Frigo and Johnson call these specialized code segments “codelets.” For example, one codelet does a real FFT of length 32. Another codelet does a complex FFT of length 25 and multiplies the result by powers of the 25-th root of unity. FFTW has dozens of these highly specialized, highly optimized codelets. An overall “planner” chooses which codelets to use for each particular vector length. For example, an FFT of length 1000 might be decomposed into 20 FFTs of length 100. Each FFT of length 100 could then be decomposed into four FFTs of length 25.

The speed improvements that FFTW provides in MATLAB 6.0 are shown in the graphs. We have measured the execution time required for a real FFT of length *n* for various values of *n* on a 400 MHz Pentium machine. The time in microseconds, divided by *n* log_{2} *n*, for MATLAB 5.3 is shown in the first graph, and for MATLAB 6.0 in the second graph. The *speedup*, which is the ratio of the execution times, is shown in the third graph. The values of *n* range from 8 to 2^{20}, and include powers of 2, composite products of small primes, and primes.

When *n* is prime, the algorithms in MATLAB 5.3 require time that grows like *n*^{2}, so the values marked with x’s in the first and third graphs go off scale as *n* increases.

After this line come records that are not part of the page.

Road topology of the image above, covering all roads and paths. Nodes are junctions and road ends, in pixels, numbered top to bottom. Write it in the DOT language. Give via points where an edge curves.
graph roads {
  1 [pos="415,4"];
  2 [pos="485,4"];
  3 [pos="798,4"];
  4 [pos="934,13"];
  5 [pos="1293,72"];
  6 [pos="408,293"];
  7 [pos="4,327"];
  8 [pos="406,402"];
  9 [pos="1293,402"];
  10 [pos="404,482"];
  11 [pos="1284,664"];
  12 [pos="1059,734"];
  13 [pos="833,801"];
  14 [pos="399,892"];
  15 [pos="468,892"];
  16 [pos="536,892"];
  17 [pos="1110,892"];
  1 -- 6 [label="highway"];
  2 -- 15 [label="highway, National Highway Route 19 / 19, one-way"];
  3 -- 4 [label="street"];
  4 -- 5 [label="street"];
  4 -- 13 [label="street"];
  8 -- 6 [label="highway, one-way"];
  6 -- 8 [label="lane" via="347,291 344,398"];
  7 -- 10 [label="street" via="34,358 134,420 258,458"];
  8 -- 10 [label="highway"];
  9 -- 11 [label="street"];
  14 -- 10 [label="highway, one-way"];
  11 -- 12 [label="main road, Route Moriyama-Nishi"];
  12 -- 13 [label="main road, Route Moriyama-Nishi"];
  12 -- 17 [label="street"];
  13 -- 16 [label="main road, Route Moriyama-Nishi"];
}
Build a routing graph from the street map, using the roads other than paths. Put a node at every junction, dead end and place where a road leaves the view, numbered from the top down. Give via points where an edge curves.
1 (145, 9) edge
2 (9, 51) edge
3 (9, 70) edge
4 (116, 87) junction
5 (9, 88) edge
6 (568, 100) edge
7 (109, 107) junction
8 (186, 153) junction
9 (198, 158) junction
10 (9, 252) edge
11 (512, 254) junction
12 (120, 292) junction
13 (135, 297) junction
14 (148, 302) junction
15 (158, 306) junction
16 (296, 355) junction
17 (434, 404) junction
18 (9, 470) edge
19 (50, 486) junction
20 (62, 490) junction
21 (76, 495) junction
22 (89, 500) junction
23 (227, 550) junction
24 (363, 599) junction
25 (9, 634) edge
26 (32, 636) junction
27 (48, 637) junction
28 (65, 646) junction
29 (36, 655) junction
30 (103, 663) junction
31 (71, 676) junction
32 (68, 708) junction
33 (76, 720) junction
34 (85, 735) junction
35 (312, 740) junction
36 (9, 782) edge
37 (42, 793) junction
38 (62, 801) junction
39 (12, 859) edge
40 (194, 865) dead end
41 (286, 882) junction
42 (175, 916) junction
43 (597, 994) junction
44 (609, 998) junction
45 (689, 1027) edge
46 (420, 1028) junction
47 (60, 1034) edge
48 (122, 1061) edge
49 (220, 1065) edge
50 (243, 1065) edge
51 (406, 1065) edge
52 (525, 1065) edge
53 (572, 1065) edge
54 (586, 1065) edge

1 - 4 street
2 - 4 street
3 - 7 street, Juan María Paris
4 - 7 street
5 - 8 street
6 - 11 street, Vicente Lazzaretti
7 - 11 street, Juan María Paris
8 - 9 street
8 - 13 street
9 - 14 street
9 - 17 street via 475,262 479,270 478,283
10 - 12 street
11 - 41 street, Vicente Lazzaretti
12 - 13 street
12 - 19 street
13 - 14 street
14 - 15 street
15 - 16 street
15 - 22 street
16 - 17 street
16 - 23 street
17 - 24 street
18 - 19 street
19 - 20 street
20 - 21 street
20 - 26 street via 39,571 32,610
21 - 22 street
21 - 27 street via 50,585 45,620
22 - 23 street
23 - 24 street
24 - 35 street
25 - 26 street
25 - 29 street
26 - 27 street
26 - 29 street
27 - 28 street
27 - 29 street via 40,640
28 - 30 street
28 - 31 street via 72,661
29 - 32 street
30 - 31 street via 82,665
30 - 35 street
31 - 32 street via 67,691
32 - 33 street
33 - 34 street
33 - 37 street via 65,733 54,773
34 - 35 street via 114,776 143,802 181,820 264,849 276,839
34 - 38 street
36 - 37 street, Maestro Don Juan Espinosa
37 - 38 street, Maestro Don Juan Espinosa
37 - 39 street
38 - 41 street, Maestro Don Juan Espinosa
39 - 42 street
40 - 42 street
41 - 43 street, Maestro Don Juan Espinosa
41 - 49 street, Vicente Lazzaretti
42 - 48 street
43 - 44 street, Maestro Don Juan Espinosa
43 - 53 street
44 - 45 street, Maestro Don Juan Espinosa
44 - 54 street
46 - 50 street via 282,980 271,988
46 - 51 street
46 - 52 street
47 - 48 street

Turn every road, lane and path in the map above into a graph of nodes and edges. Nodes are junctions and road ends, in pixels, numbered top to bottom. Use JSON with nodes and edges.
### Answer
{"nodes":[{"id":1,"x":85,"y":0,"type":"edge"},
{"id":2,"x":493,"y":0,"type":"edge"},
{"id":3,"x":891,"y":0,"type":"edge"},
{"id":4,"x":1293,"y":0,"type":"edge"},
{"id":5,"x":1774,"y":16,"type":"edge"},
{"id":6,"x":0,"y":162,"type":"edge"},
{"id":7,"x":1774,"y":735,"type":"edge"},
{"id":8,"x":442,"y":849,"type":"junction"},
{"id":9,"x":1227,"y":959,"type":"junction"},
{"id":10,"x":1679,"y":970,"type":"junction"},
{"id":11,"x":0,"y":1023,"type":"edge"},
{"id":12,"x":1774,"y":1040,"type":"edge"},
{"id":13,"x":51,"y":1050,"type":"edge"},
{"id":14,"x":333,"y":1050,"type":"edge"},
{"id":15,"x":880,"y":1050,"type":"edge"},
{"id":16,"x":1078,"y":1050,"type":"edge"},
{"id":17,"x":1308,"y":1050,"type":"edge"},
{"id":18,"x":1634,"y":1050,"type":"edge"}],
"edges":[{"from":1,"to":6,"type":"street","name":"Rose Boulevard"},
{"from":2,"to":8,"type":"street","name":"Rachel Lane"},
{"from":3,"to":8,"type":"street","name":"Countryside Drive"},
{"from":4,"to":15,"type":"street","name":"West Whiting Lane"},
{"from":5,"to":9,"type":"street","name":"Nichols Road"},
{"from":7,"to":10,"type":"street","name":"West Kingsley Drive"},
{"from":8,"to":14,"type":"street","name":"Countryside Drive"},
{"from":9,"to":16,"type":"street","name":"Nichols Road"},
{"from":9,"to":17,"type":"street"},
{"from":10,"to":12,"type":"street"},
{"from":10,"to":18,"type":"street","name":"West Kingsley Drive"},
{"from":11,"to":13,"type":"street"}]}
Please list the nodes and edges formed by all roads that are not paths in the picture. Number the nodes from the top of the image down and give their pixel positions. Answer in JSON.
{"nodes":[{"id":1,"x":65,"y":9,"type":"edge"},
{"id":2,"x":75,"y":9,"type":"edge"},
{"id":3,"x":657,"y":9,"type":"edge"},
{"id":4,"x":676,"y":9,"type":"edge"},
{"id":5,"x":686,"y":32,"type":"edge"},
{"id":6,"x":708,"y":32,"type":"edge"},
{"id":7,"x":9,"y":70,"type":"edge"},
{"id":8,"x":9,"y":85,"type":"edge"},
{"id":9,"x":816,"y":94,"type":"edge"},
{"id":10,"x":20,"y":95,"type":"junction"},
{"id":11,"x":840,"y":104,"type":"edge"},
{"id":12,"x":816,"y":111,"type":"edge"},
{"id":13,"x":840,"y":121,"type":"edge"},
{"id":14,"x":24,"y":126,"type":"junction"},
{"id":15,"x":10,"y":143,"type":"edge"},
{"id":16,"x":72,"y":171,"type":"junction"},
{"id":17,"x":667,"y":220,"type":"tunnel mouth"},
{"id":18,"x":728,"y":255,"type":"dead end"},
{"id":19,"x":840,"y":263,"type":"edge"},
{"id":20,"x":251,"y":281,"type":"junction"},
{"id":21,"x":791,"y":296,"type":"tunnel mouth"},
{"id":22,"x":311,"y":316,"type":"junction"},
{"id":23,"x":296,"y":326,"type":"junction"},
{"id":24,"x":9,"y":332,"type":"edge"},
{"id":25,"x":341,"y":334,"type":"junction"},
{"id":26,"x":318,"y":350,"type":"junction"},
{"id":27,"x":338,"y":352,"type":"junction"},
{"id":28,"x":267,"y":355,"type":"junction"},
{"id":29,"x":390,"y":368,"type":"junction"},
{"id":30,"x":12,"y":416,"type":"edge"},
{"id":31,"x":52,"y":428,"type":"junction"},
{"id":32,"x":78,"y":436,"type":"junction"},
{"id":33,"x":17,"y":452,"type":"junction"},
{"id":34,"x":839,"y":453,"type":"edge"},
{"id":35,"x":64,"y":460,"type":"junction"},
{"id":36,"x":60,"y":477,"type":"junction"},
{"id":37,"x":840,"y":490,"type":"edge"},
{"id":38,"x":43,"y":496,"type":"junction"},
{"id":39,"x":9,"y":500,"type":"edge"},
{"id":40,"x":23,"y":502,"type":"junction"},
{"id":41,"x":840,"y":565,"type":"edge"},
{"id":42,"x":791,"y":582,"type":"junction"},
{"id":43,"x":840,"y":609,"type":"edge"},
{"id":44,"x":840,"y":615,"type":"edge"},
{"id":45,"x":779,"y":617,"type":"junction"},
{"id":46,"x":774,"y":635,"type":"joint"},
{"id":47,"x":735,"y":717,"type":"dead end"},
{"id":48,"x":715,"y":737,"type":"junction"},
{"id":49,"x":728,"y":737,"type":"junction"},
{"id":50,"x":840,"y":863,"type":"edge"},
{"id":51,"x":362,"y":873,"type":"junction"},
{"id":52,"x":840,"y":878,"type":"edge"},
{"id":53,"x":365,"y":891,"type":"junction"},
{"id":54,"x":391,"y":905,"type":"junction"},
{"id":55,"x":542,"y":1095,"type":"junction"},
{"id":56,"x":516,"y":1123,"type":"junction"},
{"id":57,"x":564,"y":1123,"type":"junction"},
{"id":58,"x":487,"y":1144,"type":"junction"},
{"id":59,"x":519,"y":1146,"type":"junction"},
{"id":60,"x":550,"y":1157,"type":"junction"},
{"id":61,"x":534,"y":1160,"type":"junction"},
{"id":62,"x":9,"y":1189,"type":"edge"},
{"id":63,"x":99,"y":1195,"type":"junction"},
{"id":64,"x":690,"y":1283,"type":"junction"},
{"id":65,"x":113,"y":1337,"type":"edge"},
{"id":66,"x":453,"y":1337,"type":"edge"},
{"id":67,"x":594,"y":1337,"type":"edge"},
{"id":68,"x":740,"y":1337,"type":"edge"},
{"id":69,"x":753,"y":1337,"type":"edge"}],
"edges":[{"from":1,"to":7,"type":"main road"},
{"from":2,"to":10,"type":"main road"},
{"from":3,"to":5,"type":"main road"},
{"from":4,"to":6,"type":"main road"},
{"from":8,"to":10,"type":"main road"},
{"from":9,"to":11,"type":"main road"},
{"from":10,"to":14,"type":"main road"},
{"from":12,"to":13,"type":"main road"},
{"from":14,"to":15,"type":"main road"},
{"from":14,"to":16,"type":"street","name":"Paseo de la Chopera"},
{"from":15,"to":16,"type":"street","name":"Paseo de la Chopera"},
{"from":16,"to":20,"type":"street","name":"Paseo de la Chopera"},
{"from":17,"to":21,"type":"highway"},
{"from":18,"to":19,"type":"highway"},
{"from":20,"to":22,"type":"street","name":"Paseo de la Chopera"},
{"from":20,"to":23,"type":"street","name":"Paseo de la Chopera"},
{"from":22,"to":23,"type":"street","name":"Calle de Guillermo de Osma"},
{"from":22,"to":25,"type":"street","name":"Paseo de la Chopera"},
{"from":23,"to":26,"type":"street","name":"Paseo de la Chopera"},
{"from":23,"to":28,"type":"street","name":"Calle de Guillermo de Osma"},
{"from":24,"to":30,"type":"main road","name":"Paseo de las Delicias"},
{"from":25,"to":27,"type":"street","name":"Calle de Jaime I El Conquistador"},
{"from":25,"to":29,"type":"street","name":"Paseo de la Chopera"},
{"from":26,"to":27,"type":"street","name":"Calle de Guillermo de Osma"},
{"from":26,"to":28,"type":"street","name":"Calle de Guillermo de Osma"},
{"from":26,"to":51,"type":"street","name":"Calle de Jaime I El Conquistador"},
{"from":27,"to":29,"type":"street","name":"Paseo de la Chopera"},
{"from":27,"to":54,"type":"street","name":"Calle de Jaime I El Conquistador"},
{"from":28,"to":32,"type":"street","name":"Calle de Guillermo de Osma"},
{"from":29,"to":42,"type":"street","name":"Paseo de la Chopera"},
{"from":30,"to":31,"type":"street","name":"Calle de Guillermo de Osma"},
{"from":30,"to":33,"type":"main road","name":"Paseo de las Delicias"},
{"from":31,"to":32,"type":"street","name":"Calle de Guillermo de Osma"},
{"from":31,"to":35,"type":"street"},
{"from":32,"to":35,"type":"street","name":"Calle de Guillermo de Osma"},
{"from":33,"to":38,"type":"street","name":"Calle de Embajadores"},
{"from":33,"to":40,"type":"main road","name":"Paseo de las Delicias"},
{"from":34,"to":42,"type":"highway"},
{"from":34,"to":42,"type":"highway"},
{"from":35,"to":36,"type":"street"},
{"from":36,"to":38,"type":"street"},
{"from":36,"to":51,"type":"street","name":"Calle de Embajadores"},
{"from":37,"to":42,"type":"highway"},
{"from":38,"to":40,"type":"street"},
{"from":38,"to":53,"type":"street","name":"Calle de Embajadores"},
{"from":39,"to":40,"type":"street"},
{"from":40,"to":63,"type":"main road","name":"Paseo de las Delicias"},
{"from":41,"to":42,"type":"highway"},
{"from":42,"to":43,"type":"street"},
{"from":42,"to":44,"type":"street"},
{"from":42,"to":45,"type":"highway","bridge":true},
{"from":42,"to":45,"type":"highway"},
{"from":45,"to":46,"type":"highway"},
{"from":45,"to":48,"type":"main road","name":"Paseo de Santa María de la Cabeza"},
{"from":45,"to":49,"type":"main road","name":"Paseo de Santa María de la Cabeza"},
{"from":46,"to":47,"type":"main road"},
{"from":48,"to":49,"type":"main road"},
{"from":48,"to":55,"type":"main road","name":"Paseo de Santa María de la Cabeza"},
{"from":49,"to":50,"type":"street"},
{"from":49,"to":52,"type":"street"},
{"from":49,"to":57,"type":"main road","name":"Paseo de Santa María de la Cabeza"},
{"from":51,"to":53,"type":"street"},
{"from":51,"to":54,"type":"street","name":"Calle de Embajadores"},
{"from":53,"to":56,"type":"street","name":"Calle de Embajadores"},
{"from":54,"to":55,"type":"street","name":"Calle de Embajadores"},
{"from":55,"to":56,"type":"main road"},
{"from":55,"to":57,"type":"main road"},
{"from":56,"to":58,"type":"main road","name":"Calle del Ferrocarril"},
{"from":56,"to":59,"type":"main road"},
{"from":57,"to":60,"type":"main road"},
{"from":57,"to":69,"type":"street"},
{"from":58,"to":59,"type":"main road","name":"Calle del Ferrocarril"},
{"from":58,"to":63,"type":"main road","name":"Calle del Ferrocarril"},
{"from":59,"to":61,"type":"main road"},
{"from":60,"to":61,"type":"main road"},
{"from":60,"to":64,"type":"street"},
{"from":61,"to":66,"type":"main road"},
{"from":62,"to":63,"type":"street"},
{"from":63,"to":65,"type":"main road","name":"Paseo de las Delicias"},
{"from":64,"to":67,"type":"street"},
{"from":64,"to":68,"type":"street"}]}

When *n* is a power of 2 less than or equal to 2^{16}, the times for 5.3 and 6.0 are nearly the same. But the last four *'s show that when *n* is a power of 2 greater than 65536, the algorithm in 5.3 is about twice as slow as the algorithm in 6.0 because it does not make effective use of cache memory.

When *n* is not a prime and not a power of 2, the graph of speedup shows that the FFTW algorithms used in MATLAB 6.0 are two to four times faster than our algorithms in MATLAB 5.3.